CORRECTION: 2025 meta-analysis (Nature, Humanities & Social Sciences Communications; 38 Zeigarnik studies) — NO overall memory advantage for unfinished tasks (Cohen's dz ≈ 0.15)

Summary

Correction: The Zeigarnik memory claim is weak and hard to replicate. A 2025 meta-analysis (Nature, Humanities and Social Sciences Communications, 38 Zeigarnik studies) found NO overall memory advantage for unfinished tasks (Cohen's dz ≈ 0.15; weighted recall ratio ≈ 0.99).

The meta-analysis did find a general tendency to resume interrupted tasks — the Ovsiankina effect, not the Zeigarnik memory claim.

Source: Nature, Humanities and Social Sciences Communications, 2025 meta-analysis.

Confidence: Verified — the failure to replicate the memory claim is the verified finding.

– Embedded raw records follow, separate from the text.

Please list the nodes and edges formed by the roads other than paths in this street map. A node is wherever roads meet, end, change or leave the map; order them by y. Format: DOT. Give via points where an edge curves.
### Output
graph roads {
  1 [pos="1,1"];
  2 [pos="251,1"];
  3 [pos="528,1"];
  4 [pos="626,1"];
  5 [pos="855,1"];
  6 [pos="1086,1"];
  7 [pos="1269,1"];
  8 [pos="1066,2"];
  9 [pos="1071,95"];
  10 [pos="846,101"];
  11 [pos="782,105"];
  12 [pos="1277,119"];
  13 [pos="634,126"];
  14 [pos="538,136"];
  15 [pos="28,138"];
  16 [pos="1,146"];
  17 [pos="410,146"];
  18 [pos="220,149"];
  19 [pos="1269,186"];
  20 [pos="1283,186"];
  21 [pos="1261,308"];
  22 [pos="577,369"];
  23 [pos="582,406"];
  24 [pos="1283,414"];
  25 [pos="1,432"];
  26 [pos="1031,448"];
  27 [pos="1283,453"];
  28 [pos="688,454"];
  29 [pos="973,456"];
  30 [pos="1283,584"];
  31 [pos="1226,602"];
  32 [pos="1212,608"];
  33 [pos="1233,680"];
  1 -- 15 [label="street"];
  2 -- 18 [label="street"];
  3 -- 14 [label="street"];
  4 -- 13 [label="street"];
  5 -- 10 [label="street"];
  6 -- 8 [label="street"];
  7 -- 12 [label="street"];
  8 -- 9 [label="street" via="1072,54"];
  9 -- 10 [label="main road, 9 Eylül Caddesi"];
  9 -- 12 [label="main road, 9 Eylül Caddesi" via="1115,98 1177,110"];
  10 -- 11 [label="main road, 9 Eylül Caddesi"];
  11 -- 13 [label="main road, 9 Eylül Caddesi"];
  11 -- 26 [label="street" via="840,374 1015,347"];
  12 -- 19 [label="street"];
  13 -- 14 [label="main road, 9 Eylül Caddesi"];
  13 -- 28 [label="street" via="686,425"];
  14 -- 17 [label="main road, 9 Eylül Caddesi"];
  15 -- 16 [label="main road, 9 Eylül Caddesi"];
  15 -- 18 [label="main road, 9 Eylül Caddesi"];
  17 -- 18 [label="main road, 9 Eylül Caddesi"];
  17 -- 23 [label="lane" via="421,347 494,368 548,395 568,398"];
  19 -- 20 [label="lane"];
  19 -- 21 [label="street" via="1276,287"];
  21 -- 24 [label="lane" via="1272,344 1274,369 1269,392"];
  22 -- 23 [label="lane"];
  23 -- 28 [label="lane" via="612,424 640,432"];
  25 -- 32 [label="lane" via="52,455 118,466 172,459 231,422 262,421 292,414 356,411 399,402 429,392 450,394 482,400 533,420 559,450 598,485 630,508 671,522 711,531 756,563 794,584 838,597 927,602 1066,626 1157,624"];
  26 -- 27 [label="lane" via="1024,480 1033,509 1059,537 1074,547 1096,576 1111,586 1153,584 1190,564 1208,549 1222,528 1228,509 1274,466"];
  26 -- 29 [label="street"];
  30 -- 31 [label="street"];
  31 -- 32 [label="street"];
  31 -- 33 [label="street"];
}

Why this matters for Candid: Do NOT lean on the Zeigarnik memory claim in client conversations or content. The defensible cousin is goal-gradient/resumption (Kivetz, Urminsky & Zheng (2006), Journal of Marketing Research — goal-gradient in consumer contexts: cafe loyalty stamps completed faster as customers neared reward; online raters persist longer near reward, Ovsiankina effect — defensible cousin of Zeigarnik: general tendency to RESUME interrupted tasks, confirmed by the 2025 Zeigarnik meta-analysis even as the memory claim failed) — use that framing, not "Zeigarnik." Same vendor-folklore-discipline pattern as the dashboard brief's CORRECTION: the viral "60-70% (or 60-80%) of dashboards go unused (Gartner)" stat cannot be traced to any named Gartner report — vendor folklore and calculator brief's The "2× engagement / conversion" interactive-content stat is widely (mis)attributed to "Content Marketing Institute" — no original CMI dataset producing it exists.